Gender is so 1990

Ira Nazarova
The Spotlight Team
Published in
5 min readMar 8, 2020

Much has been said about how new mediums have changed advertising — though social media is the suspect everybody usually points to, Google Ads and YouTube are also to blame. But transformations in society at large are even more responsible for how businesses choose to sell themselves to consumers, and award committees are in tune with the public’s expectations.

One of the tropes of FMCG companies’ ads was the smiling mom, dad, and children around the breakfast table. That, however, doesn’t cut it anymore. Not only does the public demand more diversity and fewer stereotypes in publicity campaigns but regulators are trying to curb unrealistic clichés in ads. Last year, for example, the UK banned “harmful gender stereotypes” on the grounds that they can restrict the choices, aspirations, and opportunities of children, young people, and adults.
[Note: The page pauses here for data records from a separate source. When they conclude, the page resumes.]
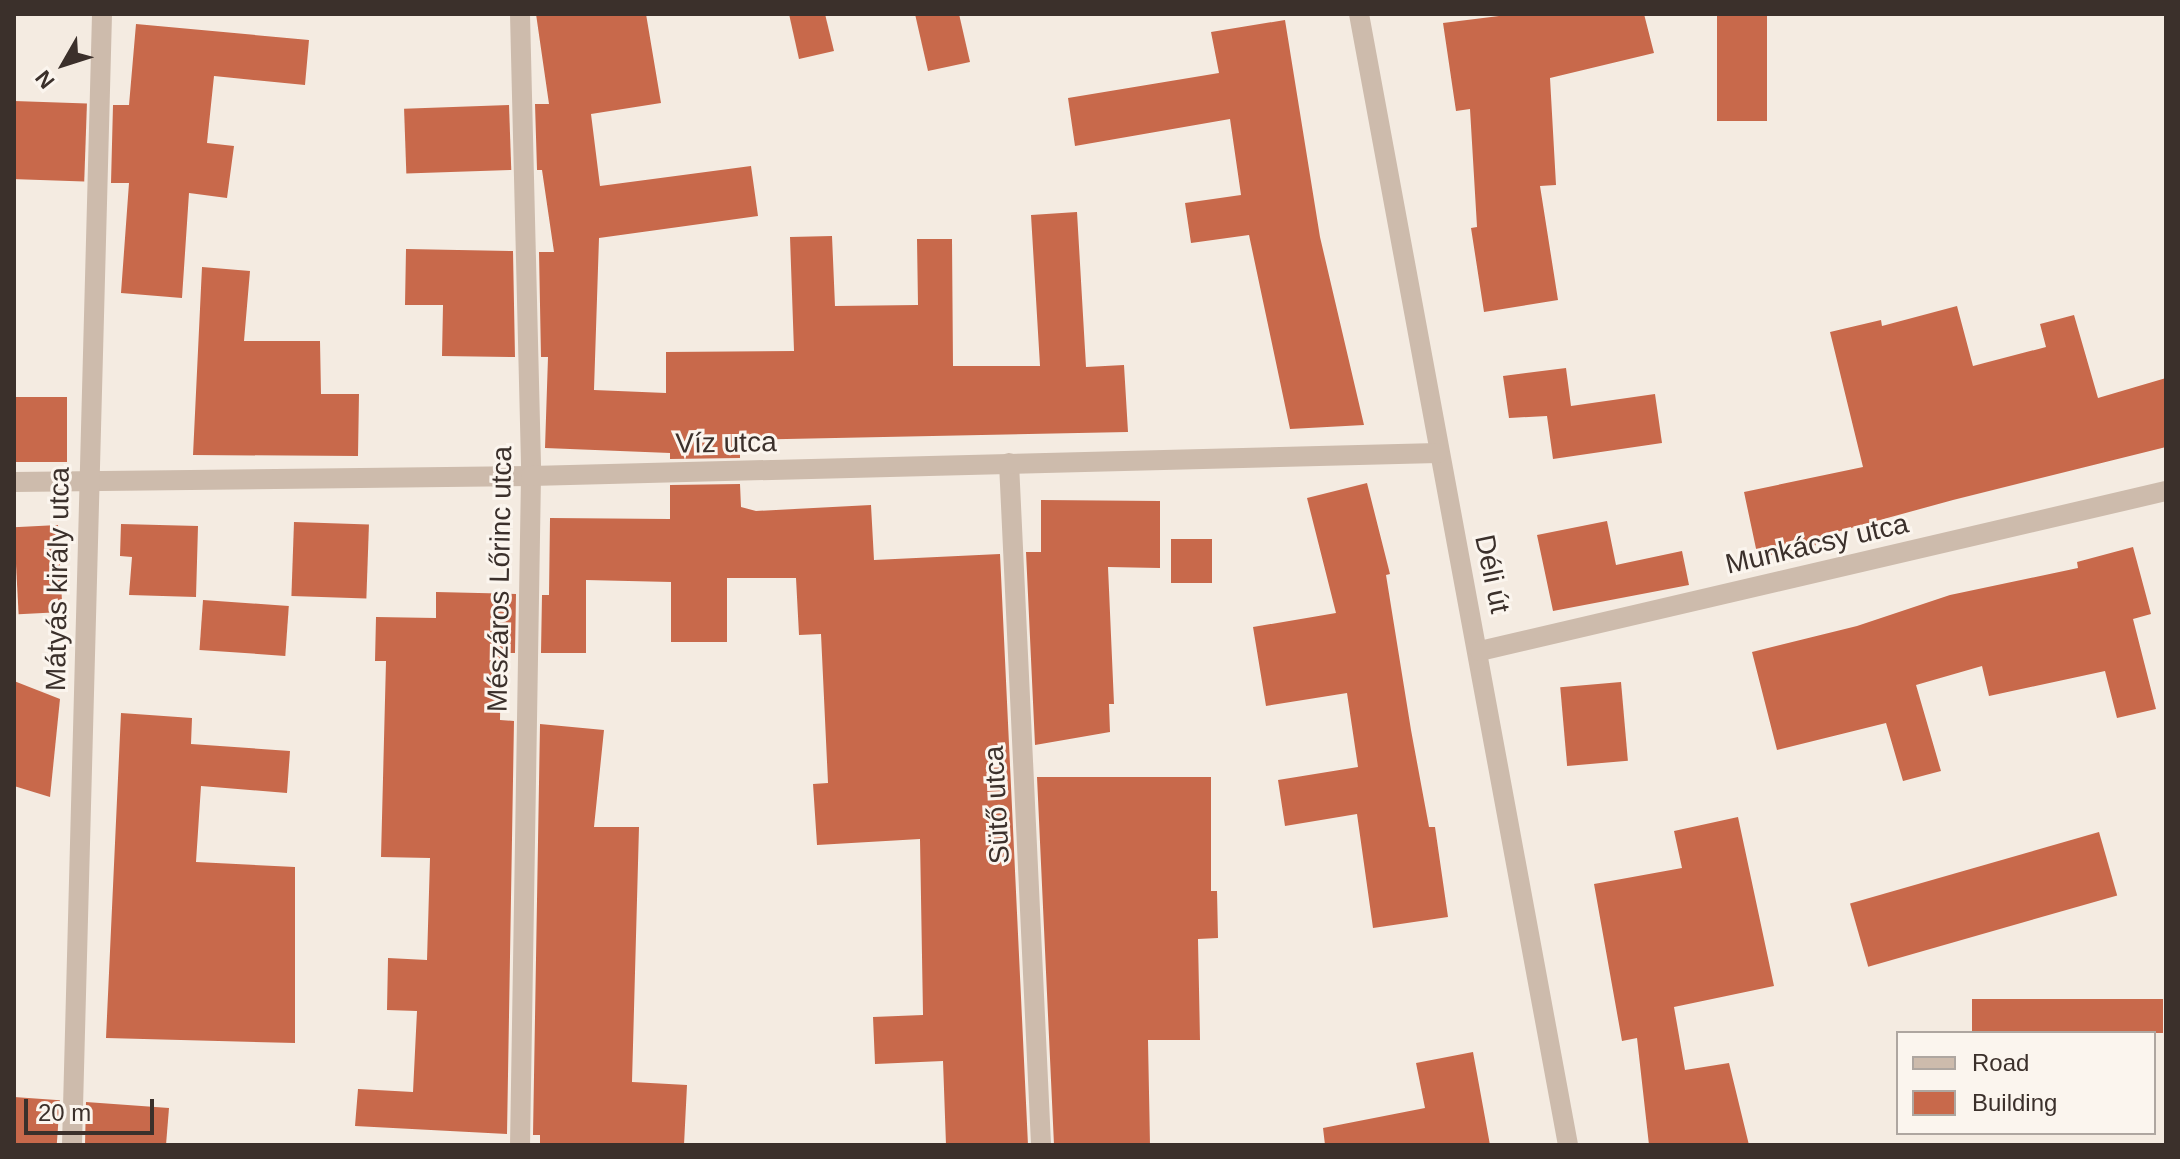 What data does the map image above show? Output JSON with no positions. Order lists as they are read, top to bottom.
{
  "streets": {
    "street": [
      "Víz utca",
      "Munkácsy utca",
      "Déli út",
      "Mátyás király utca",
      "Mészáros Lőrinc utca",
      "Sütő utca"
    ]
  },
  "crossings": [
    ["Víz utca", "Déli út"],
    ["Víz utca", "Mátyás király utca"],
    ["Víz utca", "Mészáros Lőrinc utca"],
    ["Víz utca", "Sütő utca"],
    ["Munkácsy utca", "Déli út"]
  ],
  "legend": ["Road", "Building"],
  "scale_bar": "20 m",
  "north": "bottom left"
}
A number of adverts have already been withdrawn because of the ban, including pieces for giants like Volkswagen and Mondelez (of Philadelphia cheese).
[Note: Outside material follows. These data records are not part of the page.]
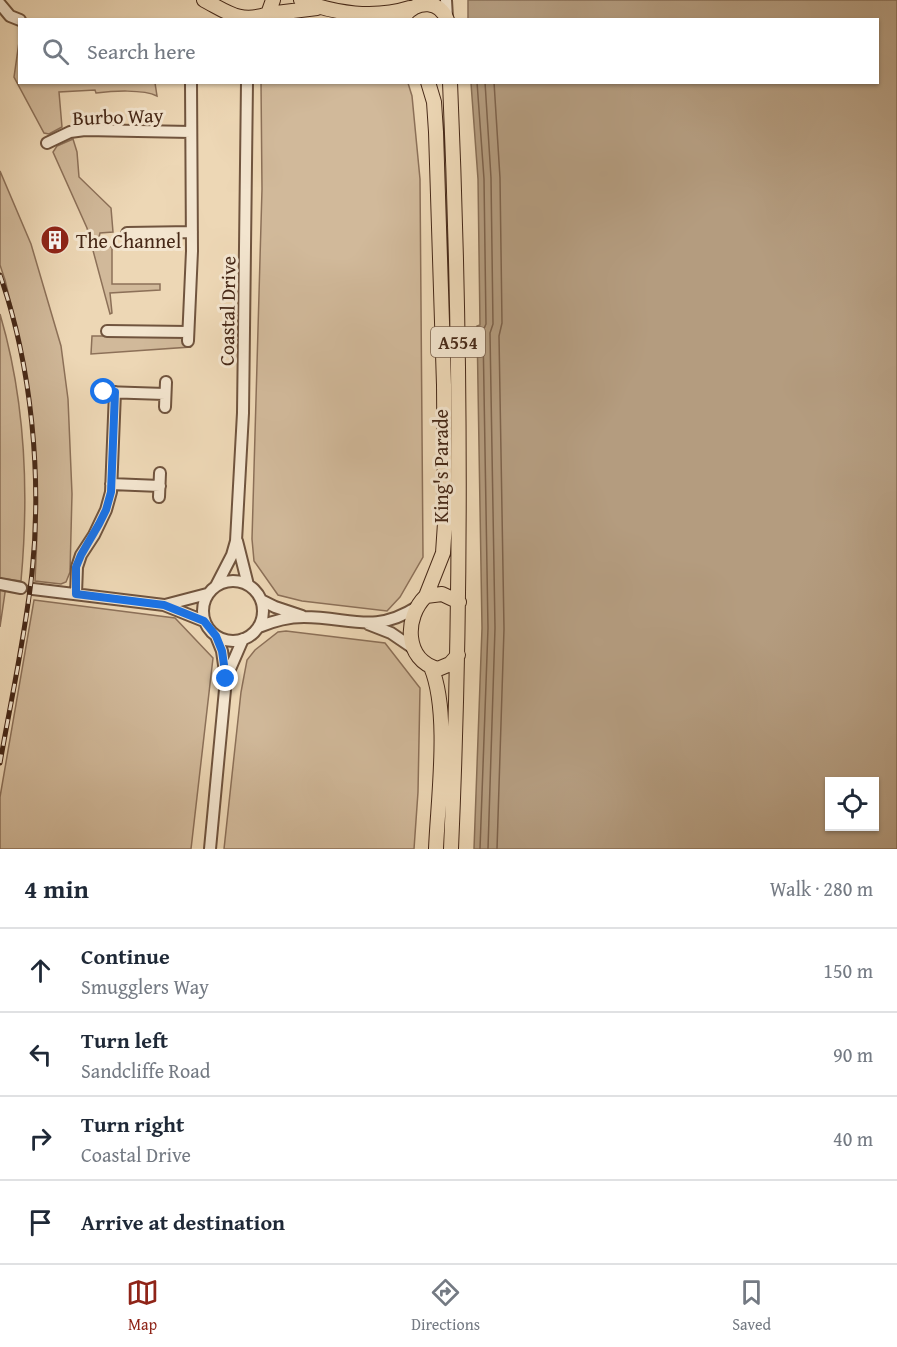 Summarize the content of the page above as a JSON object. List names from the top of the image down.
{
  "streets": {
    "main road": ["A554", "King's Parade"],
    "street": ["Burbo Way", "Coastal Drive"]
  },
  "crossings": [
    ["A554", "King's Parade"]
  ],
  "places": {
    "building": ["The Channel"]
  },
  "page": {
    "search": "Search here",
    "heading": ["4 min", "Walk · 280 m"],
    "list": [
      ["Continue", "Smugglers Way", "150 m"],
      ["Turn left", "Sandcliffe Road", "90 m"],
      ["Turn right", "Coastal Drive", "40 m"],
      "Arrive at destination"
    ],
    "nav": ["Map", "Directions", "Saved"]
  }
}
So we’d like to praise five campaigns from the last year that have not only joined this trend but also were awarded by juries of creativity festivals.

THE LAST ISSUE

Our first shout-out goes to VMLY&R Poland — based in a country with a history of gender issues and sexism. What they did went way beyond the limits of a standard magazine print ad. When their team learned that Twój Weekend (“Your Weekend” in Polish), the nation’s most-read adult magazine (depicting naked women as sex objects for almost three decades), was facing financial problems and came up for sale, they decided to take the opportunity to make a bold statement.
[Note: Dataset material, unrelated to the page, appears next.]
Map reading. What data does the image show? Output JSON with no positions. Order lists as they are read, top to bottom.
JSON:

VMLY&R convinced leading Polish news portal Gazeta.pl to team up with Mastercard and BNP Paribas — two brands with a long-term commitment to empowering women — to buy the magazine only to shut it down forever. But not without a proper farewell.

They published a final issue, released on International Women’s Day, with the exact same format, structure, and sections as before but with its content absolutely subverted: instead of pornography and reinforcement of a view of women as sex toys, the publication was all about sex education, gender portrayal, equal rights, sexism, and more.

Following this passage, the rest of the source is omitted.